Concerns over IT system reliability increase with society's reliance on these

systems. From a historical standpoint, this corresponds to the maturing of new technologies when the search for additional features is replaced by the need for High Confidence Systems. While functionality, speed, and

availability dominate the headlines

about new IT systems, the success of SISs will ultimately depend on

reliability, including safety, predictability, fault tolerance, and their

ability to interact with hard real-time constraints. Hand in hand with these demands are the needs to understand the vulnerabilities of SIS to information attack. This is especially critical since we expect that the SIS to be subjected to either malicious or accidental attack, and cannot afford to have the societal scale systems be compromised We believe that there

are three central issues that need to be addressed in order to achieve

acceptable reliability in SISs:

1 Modeling, prediction, and design of complex systems.

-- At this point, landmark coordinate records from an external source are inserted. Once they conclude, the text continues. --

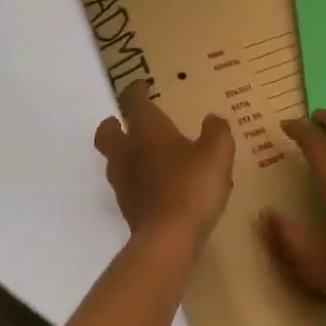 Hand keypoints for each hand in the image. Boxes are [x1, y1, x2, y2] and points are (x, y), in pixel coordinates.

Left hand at [93, 80, 234, 247]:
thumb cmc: (192, 185)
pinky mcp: (128, 210)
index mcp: (146, 129)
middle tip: (127, 122)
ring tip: (148, 155)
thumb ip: (216, 131)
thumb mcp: (217, 152)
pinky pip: (128, 186)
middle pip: (107, 132)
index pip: (133, 101)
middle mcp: (128, 151)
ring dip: (125, 154)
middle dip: (114, 124)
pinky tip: (159, 186)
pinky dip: (137, 180)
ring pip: (115, 160)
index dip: (136, 91)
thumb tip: (212, 119)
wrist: (168, 240)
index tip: (141, 86)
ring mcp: (124, 183) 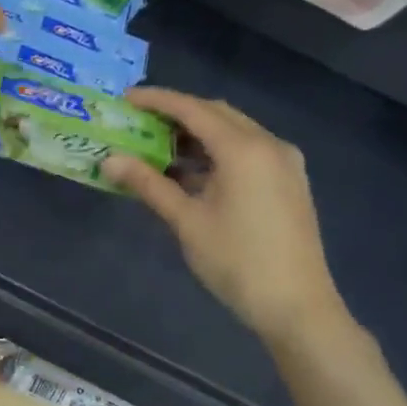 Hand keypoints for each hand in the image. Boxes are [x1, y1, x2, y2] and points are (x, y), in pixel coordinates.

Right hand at [102, 87, 347, 346]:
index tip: (125, 98)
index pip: (193, 109)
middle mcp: (269, 145)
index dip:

The first "weak link" in current design practice stems from the intrinsic

*complexity* of SISs. While "complexity" in science usually refers to the

understanding of complex systems that occur in nature (such as weather

prediction), we submit that a different kind of complexity arises in

systems that are designed by humans, and that if properly understood, this

complexity can be controlled. The complexity of SISs arises from the large

number of distributed but interacting components, the heterogeneous nature

of components (digital computers as well as analog devices), the many

levels of abstraction used in design (such as physical, system/protocol,

and application layers), the many different aspects of system performance

(such as functionality, timing, fault tolerance), and the many, often

unpredictable ways in which the environment (sensors, users, failures,

attackers) can influence the behavior of the system. Since current design

practices are hitting their limits in the design of more homogeneous

complex systems, such as microprocessors and software (see below), they

cannot achieve acceptable reliability in SISs. We propose research in

two key directions towards managing complexity by design:

1A (Sastry, Henzinger) Modeling and analysis of hybrid and embedded systems

1B (Henzinger) Multi-aspect interfaces for component-based design

1C (Sastry, Wagner) Information Assurance for SISs.

2 Software quality.

The second weak link in current design practice concerns the lack of

quality control in the development of large, concurrent software systems.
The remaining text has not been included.